Apple released iOS 9 today at 1 p.m. ET, but in the first hour users reported that they were unable to grab the 1GB download.

"Software Update Failed," the message read on iPhones and iPads. "An error occurred downloading iOS 9." Computerworld confirmed the problem, initially seeing it on multiple iOS 8 devices. But after several subsequent attempts, the download successfully started about an hour after Apple issued the upgrade.

iOS 9 download problem

Some users, including Computerworld staffers, saw this message during the first hour or so of iOS 9's availability.

Similar reports of early problems were posted on Apple's own support forums and elsewhere on the Internet. "Not a very helpful error," wrote someone identified as "yanic" on the former.

Others countered with snark. "Strangely, this is not a 'limited time offer,' said "stedman 1" on the same thread, likely referring to Microsoft's Windows 10 free upgrade offer, which is valid for one year. "The software will be available tomorrow, and the next day, and next week."

Some advice ended up being more helpful. "You are facing an overloaded server which is pretty typical of the first day a software revision comes out," contended "Ralph Landry1" on a different discussion thread.

Several iPhone owners who had said that they were unable to download iOS 9 returned to the same forum threads to report they had gotten the upgrade later.

Apple's track record with iOS releases has been mixed. Last year's iOS 8 roll-out seemingly started off smoothly -- there were few initial complaints about getting the upgrade -- but many soon griped that 8's large size forced them to wipe apps and content from their devices before they could install the new OS.

iOS 9's size and the free space requirements for installation were both reduced to address that problem of last year. The free space demand for iOS 9 fell to 1.3GB to 1.8GB from last year's 4.5GB to 5GB.

Apple also botched the iOS 8.0.1 update a week after iOS 8's original release, and was forced to pull it from its servers almost as soon as it was posted because of a bug that crippled cellular connections to the then-new iPhone 6 and iPhone 6 Plus.

iOS 9, which will be pre-loaded on the new iPhone 6S and iPhone 6S Plus that Apple will start selling on Sept. 25, is a free upgrade for owners of the iPhone 4S, iPhone 5, iPhone 5C, iPhone 5S, iPhone 6 and iPhone 6 Plus; iPad 2, the third- and fourth-generation iPads with Retina screens, the iPad Air and Air 2, the iPad Mini, and the iPad Mini 2 and 3 with Retina; and the fifth-generation iPod Touch.
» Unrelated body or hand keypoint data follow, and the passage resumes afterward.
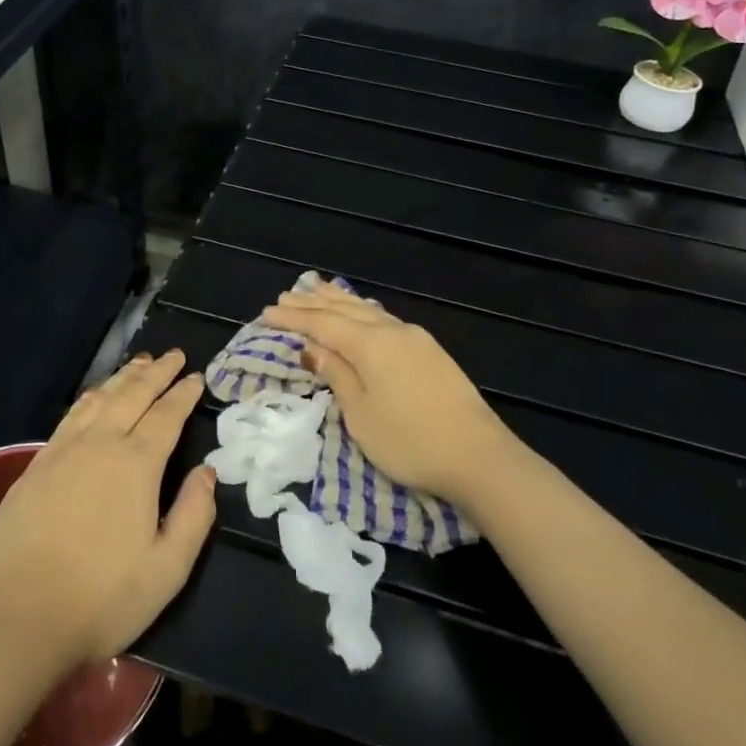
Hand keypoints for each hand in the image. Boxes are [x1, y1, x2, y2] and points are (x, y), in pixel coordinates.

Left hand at [0, 350, 216, 672]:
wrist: (16, 620)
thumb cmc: (101, 598)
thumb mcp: (167, 569)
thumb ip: (194, 515)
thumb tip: (207, 472)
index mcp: (136, 464)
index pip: (166, 415)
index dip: (183, 393)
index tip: (197, 376)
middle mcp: (100, 444)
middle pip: (133, 394)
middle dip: (157, 372)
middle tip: (173, 355)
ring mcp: (62, 452)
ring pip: (99, 398)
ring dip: (123, 377)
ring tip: (140, 363)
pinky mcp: (35, 466)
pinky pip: (71, 415)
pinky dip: (91, 397)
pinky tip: (94, 397)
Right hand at [263, 281, 513, 506]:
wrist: (479, 456)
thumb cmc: (409, 441)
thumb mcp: (361, 414)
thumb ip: (337, 375)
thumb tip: (312, 347)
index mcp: (370, 343)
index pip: (322, 324)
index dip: (293, 318)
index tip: (266, 313)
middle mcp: (392, 330)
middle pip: (345, 310)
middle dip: (313, 303)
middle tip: (286, 295)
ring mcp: (415, 339)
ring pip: (367, 310)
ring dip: (339, 301)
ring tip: (318, 288)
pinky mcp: (430, 352)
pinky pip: (384, 318)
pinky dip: (362, 311)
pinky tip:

Apple introduced iOS 9 at its annual developers conference in June, when CEO Tim Cook and other executives highlighted new features -- particularly for the latest iPad -- and a more intelligent Siri assistant.

Today, Computerworld reviewer Michael deAgonia concluded that iOS 9, although primarily a performance and stability upgrade, was "a clear winner" for newer iOS devices and surprisingly fluid on older iPhones.
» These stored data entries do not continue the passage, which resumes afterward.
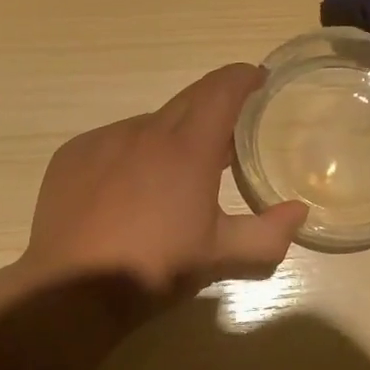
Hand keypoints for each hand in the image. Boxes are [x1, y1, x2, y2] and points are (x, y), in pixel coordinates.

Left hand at [21, 64, 309, 302]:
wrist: (72, 291)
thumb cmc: (155, 268)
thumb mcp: (220, 256)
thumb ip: (268, 234)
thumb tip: (298, 212)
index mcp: (187, 148)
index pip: (222, 90)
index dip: (243, 77)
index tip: (258, 79)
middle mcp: (145, 131)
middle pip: (188, 100)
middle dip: (213, 106)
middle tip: (228, 135)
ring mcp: (104, 140)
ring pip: (150, 124)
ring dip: (171, 137)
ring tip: (174, 175)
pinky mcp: (73, 155)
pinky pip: (113, 141)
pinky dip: (132, 154)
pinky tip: (128, 190)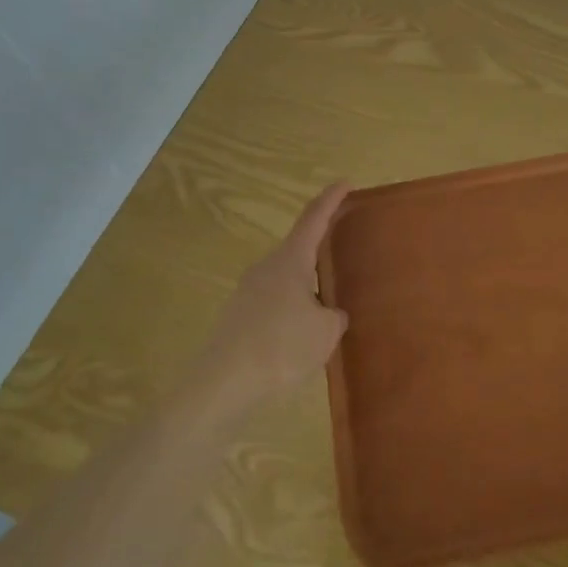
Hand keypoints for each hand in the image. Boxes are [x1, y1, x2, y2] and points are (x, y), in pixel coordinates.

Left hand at [187, 183, 351, 424]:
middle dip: (320, 251)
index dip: (331, 199)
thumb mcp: (325, 332)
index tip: (345, 182)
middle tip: (343, 254)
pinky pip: (274, 303)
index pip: (314, 218)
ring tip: (327, 310)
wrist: (222, 384)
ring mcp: (249, 291)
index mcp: (291, 260)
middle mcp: (267, 267)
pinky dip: (291, 311)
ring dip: (306, 288)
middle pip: (299, 249)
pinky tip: (300, 338)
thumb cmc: (281, 347)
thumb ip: (334, 316)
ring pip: (286, 280)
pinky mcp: (238, 317)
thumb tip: (328, 313)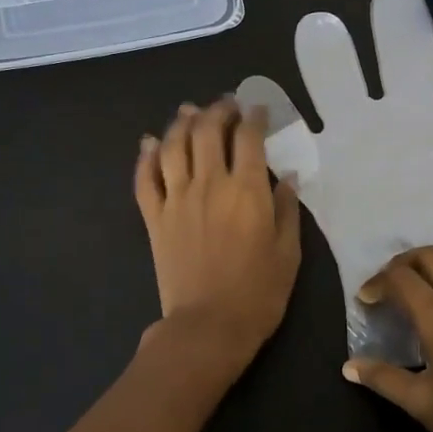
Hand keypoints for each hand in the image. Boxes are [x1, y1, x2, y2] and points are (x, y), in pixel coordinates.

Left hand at [135, 98, 301, 364]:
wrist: (208, 326)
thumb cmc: (258, 293)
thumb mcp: (288, 252)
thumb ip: (287, 209)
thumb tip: (287, 177)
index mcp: (246, 191)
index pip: (249, 138)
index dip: (254, 117)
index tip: (258, 109)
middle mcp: (209, 184)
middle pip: (207, 131)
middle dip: (217, 110)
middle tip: (226, 105)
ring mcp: (176, 199)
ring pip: (172, 146)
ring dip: (180, 123)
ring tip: (189, 112)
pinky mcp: (154, 218)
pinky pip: (144, 179)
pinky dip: (144, 157)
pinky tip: (148, 143)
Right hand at [236, 0, 432, 365]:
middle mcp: (419, 123)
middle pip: (408, 60)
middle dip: (400, 33)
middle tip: (391, 6)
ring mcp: (370, 143)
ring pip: (347, 87)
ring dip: (333, 60)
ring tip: (321, 31)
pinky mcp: (332, 174)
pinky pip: (300, 141)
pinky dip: (280, 115)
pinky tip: (261, 89)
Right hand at [341, 246, 432, 431]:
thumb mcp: (422, 404)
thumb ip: (383, 378)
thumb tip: (348, 366)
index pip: (400, 278)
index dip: (377, 283)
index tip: (366, 300)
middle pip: (430, 256)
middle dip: (403, 263)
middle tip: (388, 285)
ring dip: (432, 263)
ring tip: (417, 286)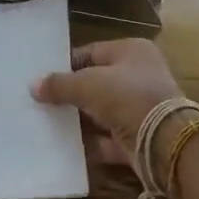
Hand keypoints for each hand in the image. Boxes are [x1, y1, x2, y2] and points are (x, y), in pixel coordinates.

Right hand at [32, 39, 183, 164]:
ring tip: (45, 123)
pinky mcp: (138, 137)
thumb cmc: (127, 97)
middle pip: (95, 83)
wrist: (166, 142)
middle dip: (70, 94)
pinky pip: (107, 139)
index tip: (42, 78)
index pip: (91, 53)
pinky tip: (63, 146)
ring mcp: (139, 109)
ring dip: (77, 119)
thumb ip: (59, 84)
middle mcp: (138, 76)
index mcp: (131, 52)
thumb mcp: (87, 84)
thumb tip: (33, 86)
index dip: (66, 64)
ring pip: (100, 112)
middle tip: (39, 102)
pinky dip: (89, 143)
"iPad users, especially those with newer iPads, should consider iOS 9 a must-have update, as it unlocks multitasking features that power users have wanted," deAgonia added.

Apple also patched 102 security vulnerabilities with iOS 9.

iOS 9 can be downloaded over the air from iPhones, iPads, and iPod Touches, or through iTunes. From an iPhone, for instance, users must touch the "Settings" icon, then the "General" button on the resulting screen. Tapping "Software Update" will kick off the process.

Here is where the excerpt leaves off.